Data records:
************

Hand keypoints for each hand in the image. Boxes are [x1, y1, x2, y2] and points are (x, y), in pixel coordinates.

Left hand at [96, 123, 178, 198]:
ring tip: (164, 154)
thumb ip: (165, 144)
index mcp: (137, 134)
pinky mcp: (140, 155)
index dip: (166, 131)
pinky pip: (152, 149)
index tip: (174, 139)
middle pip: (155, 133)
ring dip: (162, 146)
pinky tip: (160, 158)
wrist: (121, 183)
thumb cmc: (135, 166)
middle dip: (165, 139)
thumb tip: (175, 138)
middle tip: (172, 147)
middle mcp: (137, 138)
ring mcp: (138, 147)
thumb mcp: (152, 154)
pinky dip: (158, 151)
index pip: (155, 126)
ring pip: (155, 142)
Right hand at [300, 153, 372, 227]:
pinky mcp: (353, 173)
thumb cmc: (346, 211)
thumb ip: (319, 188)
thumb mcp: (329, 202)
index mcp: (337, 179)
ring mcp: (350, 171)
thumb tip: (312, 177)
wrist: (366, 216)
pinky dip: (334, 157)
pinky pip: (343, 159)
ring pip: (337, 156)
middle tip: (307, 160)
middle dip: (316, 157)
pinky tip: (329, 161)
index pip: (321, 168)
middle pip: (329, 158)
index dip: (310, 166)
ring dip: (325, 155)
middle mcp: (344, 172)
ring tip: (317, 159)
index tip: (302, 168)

************

Exercise details » Each line, beginning at the one that contains "middle tip: (307, 160)" and continuing through the end of the records, must be written out exactly, first and last included.

Response box »
middle tip: (307, 160)
middle dip: (316, 157)
pinky tip: (329, 161)
index pip: (321, 168)
middle pip: (329, 158)
index dip: (310, 166)
ring dip: (325, 155)
middle mcp: (344, 172)
ring tip: (317, 159)
index tip: (302, 168)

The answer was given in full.